(Beginning of Given records)

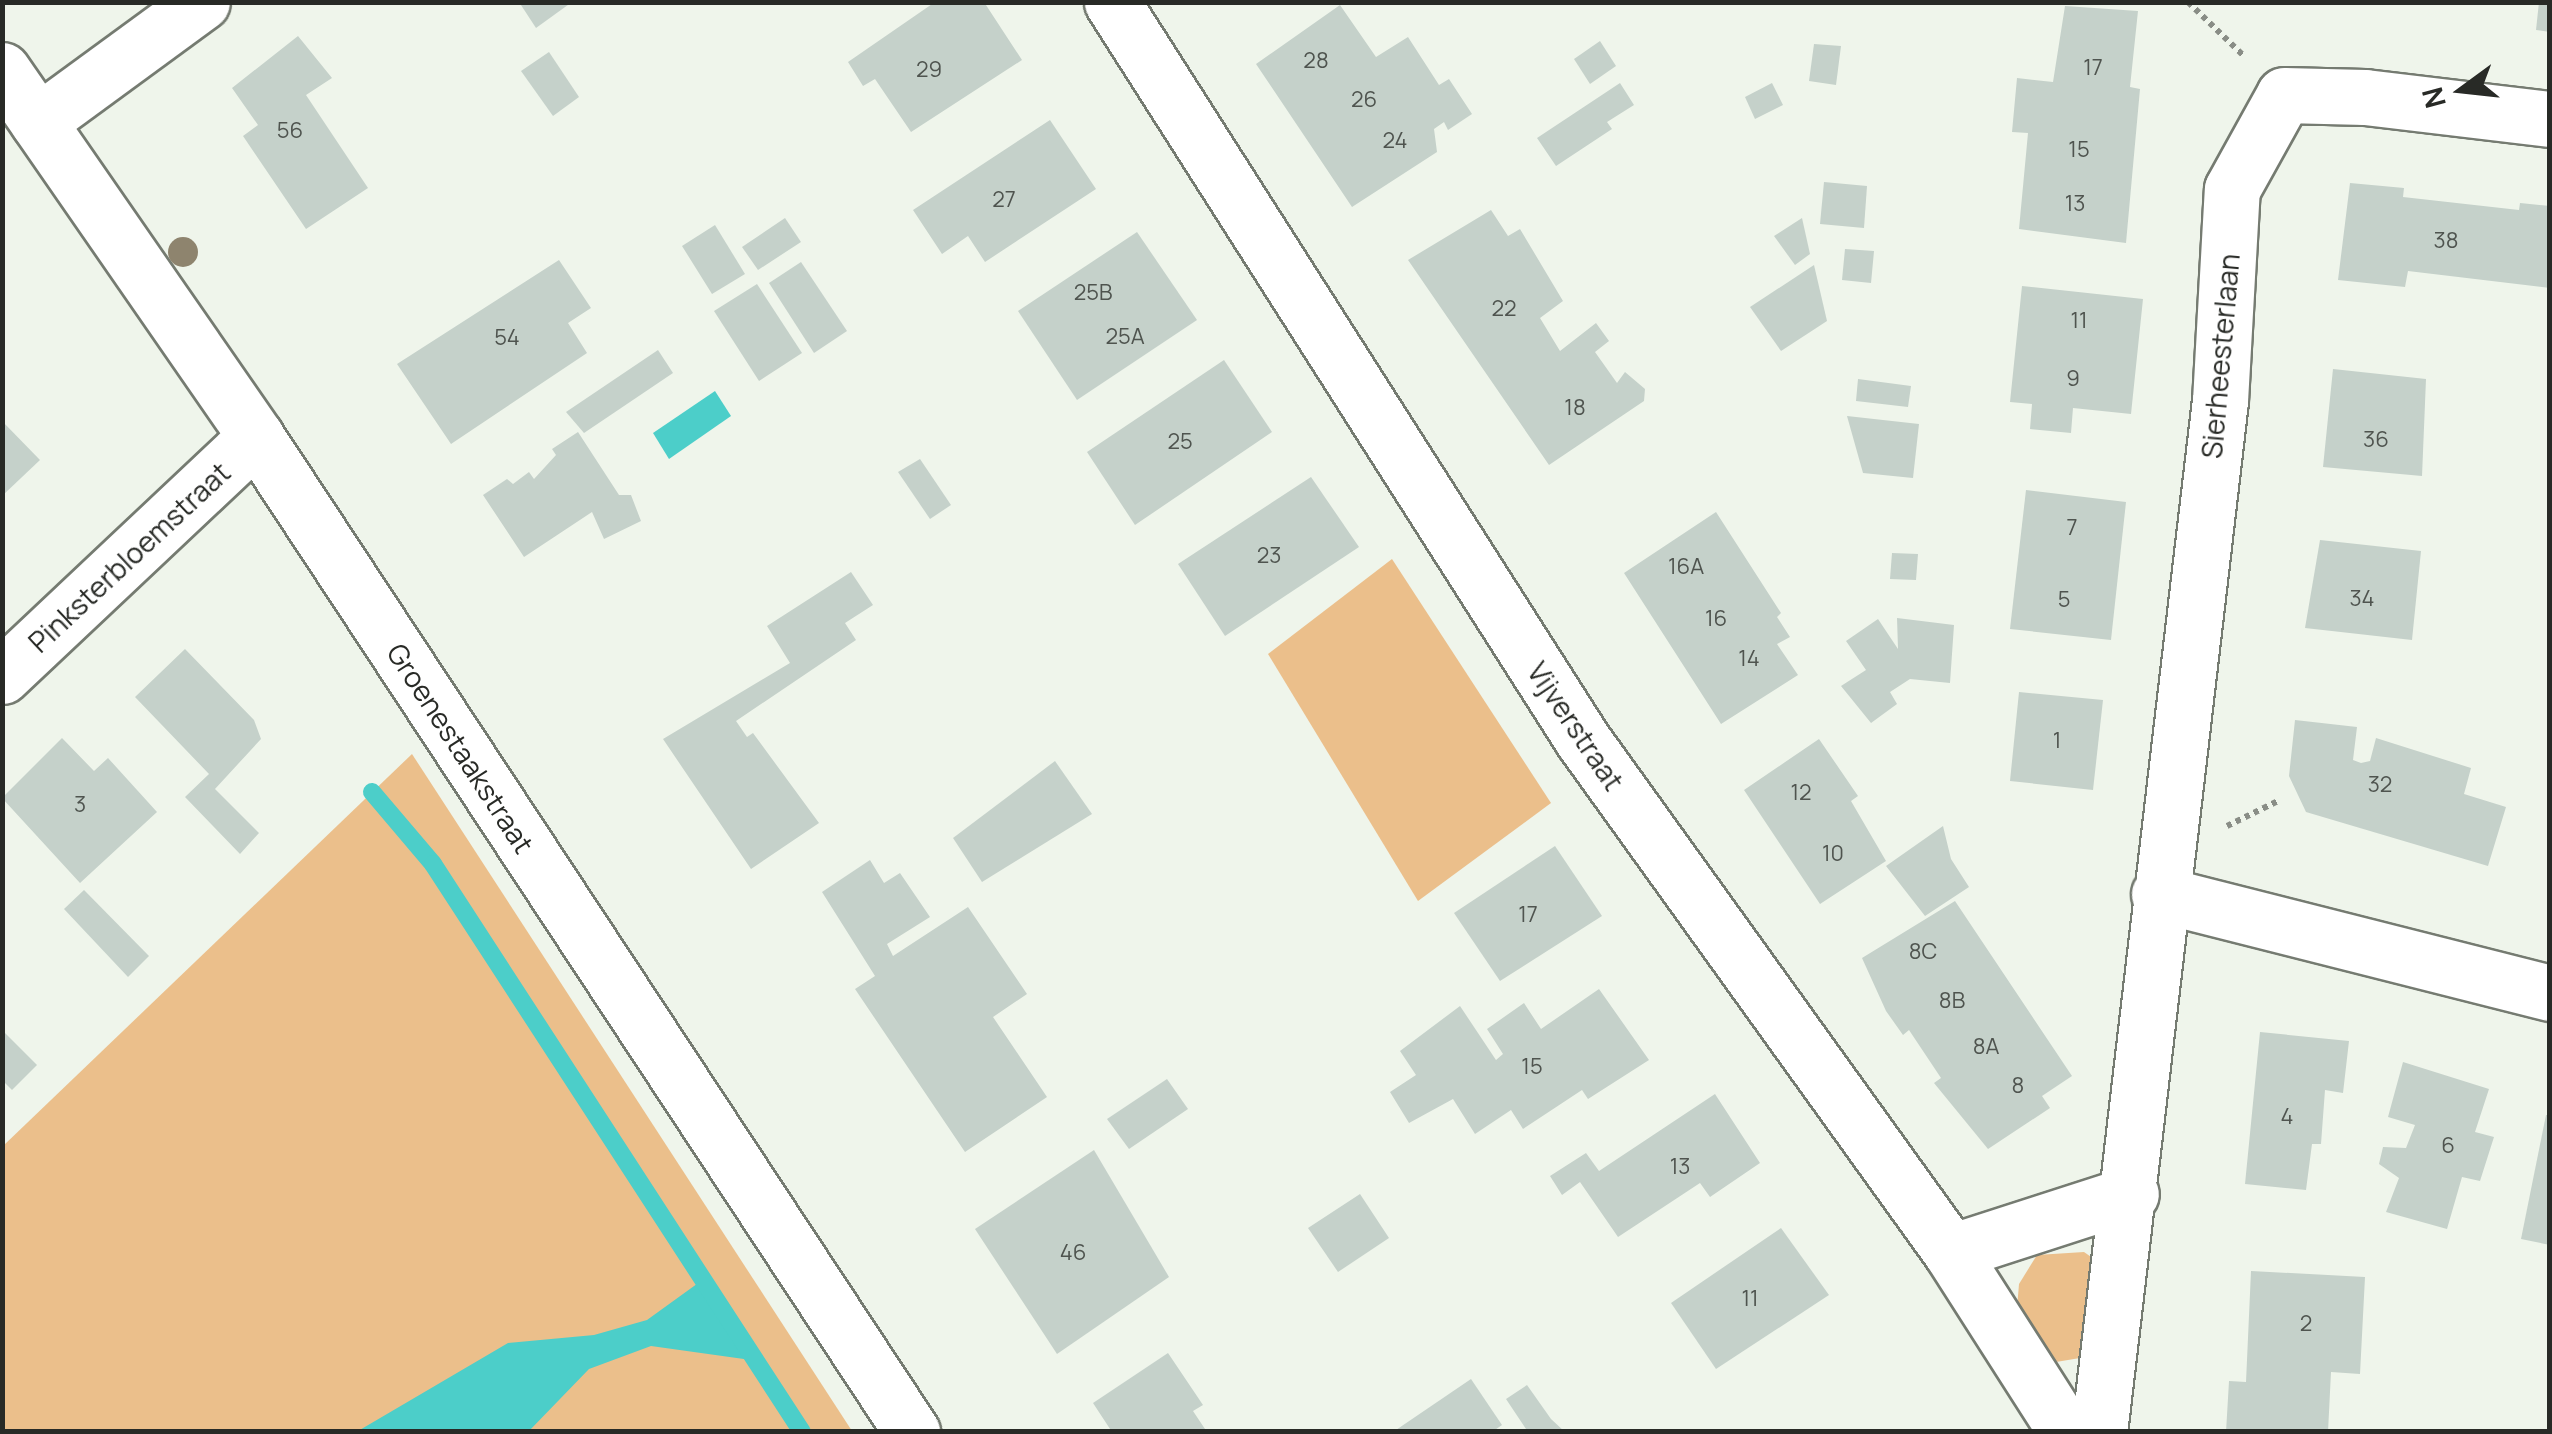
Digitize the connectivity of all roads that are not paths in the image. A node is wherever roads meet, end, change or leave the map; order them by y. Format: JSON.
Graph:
{"nodes":[{"id":1,"x":202,"y":2,"type":"edge"},
{"id":2,"x":1112,"y":2,"type":"edge"},
{"id":3,"x":2,"y":70,"type":"edge"},
{"id":4,"x":2550,"y":119,"type":"edge"},
{"id":5,"x":38,"y":122,"type":"junction"},
{"id":6,"x":256,"y":438,"type":"junction"},
{"id":7,"x":2,"y":676,"type":"edge"},
{"id":8,"x":2159,"y":894,"type":"junction"},
{"id":9,"x":2550,"y":993,"type":"edge"},
{"id":10,"x":2131,"y":1194,"type":"junction"},
{"id":11,"x":1951,"y":1252,"type":"junction"},
{"id":12,"x":912,"y":1432,"type":"edge"},
{"id":13,"x":2066,"y":1432,"type":"edge"},
{"id":14,"x":2100,"y":1432,"type":"edge"}],
"edges":[{"from":1,"to":5,"type":"street"},
{"from":2,"to":11,"type":"street","name":"Vijverstraat"},
{"from":3,"to":5,"type":"street","name":"Groenestaakstraat"},
{"from":4,"to":8,"type":"street","name":"Sierheesterlaan"},
{"from":5,"to":6,"type":"street","name":"Groenestaakstraat"},
{"from":6,"to":7,"type":"street","name":"Pinksterbloemstraat"},
{"from":6,"to":12,"type":"street","name":"Groenestaakstraat"},
{"from":8,"to":9,"type":"street"},
{"from":8,"to":10,"type":"street","name":"Sierheesterlaan"},
{"from":10,"to":11,"type":"street"},
{"from":10,"to":14,"type":"street","name":"Sierheesterlaan"},
{"from":11,"to":13,"type":"street","name":"Vijverstraat"}]}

(End of Given records)

What is needed
Set down all the lines above exactly as they appear, with no pictures.

Solution to the problem
Digitize the connectivity of all roads that are not paths in the image. A node is wherever roads meet, end, change or leave the map; order them by y. Format: JSON.
Graph:
{"nodes":[{"id":1,"x":202,"y":2,"type":"edge"},
{"id":2,"x":1112,"y":2,"type":"edge"},
{"id":3,"x":2,"y":70,"type":"edge"},
{"id":4,"x":2550,"y":119,"type":"edge"},
{"id":5,"x":38,"y":122,"type":"junction"},
{"id":6,"x":256,"y":438,"type":"junction"},
{"id":7,"x":2,"y":676,"type":"edge"},
{"id":8,"x":2159,"y":894,"type":"junction"},
{"id":9,"x":2550,"y":993,"type":"edge"},
{"id":10,"x":2131,"y":1194,"type":"junction"},
{"id":11,"x":1951,"y":1252,"type":"junction"},
{"id":12,"x":912,"y":1432,"type":"edge"},
{"id":13,"x":2066,"y":1432,"type":"edge"},
{"id":14,"x":2100,"y":1432,"type":"edge"}],
"edges":[{"from":1,"to":5,"type":"street"},
{"from":2,"to":11,"type":"street","name":"Vijverstraat"},
{"from":3,"to":5,"type":"street","name":"Groenestaakstraat"},
{"from":4,"to":8,"type":"street","name":"Sierheesterlaan"},
{"from":5,"to":6,"type":"street","name":"Groenestaakstraat"},
{"from":6,"to":7,"type":"street","name":"Pinksterbloemstraat"},
{"from":6,"to":12,"type":"street","name":"Groenestaakstraat"},
{"from":8,"to":9,"type":"street"},
{"from":8,"to":10,"type":"street","name":"Sierheesterlaan"},
{"from":10,"to":11,"type":"street"},
{"from":10,"to":14,"type":"street","name":"Sierheesterlaan"},
{"from":11,"to":13,"type":"street","name":"Vijverstraat"}]}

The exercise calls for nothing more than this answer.